### TASK DESCRIPTION
Here are the records. Write out exactly the lines between the one holding "546,261 549,256 585,286" and the one holding "1344,271 1344,328 1297,308", inclusive.

### Dataset entries
○ ○ ○ ○

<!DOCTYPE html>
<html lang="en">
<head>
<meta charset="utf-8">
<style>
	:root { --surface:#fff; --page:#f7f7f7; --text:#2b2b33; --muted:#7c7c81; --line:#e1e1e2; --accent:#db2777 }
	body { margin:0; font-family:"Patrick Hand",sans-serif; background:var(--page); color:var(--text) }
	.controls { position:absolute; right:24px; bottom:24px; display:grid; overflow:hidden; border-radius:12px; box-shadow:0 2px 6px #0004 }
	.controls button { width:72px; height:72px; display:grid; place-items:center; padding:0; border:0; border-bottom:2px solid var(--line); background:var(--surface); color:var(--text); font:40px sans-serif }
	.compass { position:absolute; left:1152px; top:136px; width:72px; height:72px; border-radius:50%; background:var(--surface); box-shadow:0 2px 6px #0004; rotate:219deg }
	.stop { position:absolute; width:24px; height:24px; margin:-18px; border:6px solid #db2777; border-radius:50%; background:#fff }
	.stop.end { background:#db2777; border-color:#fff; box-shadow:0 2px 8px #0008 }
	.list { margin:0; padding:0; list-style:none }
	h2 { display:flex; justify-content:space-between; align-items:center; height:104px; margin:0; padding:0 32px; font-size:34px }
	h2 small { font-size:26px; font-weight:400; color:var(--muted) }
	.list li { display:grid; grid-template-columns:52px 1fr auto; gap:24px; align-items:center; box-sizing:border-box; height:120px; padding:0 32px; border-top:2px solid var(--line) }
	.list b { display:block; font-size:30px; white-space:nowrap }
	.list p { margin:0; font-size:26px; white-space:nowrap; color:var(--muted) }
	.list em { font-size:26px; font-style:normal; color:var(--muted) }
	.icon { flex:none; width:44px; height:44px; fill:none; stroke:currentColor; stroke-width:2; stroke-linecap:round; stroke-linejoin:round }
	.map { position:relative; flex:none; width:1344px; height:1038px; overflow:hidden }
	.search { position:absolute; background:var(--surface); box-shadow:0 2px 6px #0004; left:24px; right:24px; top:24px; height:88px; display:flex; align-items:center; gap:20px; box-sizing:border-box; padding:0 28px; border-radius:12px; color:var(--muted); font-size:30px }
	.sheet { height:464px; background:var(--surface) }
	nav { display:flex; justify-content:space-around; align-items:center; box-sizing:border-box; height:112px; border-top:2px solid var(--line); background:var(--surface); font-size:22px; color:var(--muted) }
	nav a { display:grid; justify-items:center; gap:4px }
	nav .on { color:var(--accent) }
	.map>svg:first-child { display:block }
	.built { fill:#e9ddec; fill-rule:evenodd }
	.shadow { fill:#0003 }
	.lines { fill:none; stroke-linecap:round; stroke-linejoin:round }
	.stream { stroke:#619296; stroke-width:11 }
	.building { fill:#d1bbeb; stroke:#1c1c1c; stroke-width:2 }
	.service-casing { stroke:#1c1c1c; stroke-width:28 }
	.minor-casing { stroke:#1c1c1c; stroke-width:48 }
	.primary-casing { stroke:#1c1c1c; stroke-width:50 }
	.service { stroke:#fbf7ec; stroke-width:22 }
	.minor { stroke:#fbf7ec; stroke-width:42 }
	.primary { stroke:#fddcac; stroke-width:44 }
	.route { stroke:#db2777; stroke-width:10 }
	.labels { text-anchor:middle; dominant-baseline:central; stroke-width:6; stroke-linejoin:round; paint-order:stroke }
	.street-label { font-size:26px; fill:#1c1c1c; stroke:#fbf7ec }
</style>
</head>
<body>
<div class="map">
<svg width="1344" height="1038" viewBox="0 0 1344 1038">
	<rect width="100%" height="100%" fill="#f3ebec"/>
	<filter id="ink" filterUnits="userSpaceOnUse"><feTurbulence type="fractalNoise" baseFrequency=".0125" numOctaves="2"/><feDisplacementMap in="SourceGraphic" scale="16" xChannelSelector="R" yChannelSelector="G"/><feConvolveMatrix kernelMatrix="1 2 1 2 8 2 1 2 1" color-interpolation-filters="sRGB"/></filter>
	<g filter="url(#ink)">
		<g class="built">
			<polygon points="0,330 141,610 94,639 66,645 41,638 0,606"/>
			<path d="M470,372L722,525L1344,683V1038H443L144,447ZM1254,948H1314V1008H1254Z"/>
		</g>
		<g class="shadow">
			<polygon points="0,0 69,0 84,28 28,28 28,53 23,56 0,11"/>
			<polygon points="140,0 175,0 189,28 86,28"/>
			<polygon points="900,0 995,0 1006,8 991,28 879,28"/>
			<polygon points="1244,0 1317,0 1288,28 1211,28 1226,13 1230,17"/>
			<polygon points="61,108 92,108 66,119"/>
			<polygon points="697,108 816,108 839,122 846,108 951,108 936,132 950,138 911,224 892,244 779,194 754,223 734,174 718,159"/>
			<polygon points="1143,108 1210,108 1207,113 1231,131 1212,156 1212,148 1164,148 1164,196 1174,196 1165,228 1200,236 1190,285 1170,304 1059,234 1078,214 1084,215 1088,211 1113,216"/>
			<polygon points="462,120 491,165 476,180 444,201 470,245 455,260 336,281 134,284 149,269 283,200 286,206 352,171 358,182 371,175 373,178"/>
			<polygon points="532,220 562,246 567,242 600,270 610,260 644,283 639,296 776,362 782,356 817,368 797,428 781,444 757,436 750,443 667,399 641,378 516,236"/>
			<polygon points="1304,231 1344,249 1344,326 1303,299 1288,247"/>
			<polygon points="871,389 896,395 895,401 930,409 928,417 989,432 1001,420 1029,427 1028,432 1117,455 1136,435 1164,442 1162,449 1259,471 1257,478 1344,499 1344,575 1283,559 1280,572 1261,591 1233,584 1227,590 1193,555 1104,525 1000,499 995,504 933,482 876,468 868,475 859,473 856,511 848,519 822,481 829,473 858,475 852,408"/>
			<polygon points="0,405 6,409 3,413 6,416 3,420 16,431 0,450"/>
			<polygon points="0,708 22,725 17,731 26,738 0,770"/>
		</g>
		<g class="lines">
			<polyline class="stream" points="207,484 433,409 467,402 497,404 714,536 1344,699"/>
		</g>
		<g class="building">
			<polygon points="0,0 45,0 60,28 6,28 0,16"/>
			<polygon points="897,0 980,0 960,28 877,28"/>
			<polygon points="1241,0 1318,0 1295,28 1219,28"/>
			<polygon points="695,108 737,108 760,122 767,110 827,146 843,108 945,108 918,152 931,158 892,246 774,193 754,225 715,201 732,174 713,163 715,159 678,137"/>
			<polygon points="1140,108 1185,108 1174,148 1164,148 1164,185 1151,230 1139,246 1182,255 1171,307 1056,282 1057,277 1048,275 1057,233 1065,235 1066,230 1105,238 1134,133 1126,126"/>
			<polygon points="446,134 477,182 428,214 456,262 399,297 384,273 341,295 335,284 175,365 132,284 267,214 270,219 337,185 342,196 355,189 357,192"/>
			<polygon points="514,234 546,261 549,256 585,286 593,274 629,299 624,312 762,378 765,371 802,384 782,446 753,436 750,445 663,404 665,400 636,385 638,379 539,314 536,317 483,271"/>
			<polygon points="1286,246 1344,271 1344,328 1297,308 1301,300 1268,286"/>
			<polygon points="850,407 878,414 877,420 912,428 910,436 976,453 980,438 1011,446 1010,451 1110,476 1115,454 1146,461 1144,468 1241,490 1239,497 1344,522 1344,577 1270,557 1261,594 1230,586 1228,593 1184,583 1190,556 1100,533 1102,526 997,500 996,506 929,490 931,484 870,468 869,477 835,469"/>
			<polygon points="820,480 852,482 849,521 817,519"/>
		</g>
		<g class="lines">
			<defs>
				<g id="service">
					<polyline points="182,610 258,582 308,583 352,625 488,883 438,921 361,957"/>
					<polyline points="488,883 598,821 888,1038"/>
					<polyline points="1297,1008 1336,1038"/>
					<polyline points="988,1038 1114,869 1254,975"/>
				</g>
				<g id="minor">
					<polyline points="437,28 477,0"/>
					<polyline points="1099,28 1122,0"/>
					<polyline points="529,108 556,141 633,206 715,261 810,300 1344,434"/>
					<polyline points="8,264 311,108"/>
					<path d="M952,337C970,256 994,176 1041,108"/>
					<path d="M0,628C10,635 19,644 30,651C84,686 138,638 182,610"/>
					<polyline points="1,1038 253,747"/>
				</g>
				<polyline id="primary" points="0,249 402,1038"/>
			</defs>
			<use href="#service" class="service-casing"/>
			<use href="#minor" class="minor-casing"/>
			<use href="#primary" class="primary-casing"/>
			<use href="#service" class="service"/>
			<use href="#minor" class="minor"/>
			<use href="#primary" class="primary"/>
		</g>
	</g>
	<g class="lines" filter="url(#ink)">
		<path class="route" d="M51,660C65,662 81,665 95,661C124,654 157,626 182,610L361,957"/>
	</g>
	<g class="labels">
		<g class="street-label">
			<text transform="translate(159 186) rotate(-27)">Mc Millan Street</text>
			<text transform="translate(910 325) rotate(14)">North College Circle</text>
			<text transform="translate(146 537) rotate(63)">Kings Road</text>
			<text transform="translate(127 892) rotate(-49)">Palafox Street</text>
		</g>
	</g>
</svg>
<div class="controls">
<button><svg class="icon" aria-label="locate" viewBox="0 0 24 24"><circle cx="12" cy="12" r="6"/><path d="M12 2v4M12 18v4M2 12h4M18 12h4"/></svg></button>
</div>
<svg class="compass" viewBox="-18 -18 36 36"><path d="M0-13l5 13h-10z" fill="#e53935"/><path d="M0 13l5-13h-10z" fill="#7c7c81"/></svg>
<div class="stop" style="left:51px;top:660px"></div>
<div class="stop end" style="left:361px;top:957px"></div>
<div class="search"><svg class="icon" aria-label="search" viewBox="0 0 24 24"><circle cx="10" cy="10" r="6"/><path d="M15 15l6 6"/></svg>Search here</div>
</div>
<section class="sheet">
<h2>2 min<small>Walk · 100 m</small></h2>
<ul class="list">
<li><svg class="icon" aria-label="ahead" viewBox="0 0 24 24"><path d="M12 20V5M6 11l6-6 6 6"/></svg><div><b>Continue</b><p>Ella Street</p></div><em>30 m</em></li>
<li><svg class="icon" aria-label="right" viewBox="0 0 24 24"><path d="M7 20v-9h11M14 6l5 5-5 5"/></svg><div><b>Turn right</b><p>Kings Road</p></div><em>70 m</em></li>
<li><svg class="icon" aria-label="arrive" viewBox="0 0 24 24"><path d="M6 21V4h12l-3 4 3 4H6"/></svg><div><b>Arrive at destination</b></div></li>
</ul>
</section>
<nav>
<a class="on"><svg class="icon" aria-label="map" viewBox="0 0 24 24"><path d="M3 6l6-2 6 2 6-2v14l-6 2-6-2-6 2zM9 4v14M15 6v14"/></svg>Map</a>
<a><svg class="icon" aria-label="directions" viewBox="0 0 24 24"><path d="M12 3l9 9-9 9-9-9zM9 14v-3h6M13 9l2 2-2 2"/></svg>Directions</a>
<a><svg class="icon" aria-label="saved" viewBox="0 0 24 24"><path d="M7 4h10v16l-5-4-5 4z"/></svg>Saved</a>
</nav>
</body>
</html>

○ ○ ○ ○

### ANSWER BOX
			<polygon points="514,234 546,261 549,256 585,286 593,274 629,299 624,312 762,378 765,371 802,384 782,446 753,436 750,445 663,404 665,400 636,385 638,379 539,314 536,317 483,271"/>
			<polygon points="1286,246 1344,271 1344,328 1297,308 1301,300 1268,286"/>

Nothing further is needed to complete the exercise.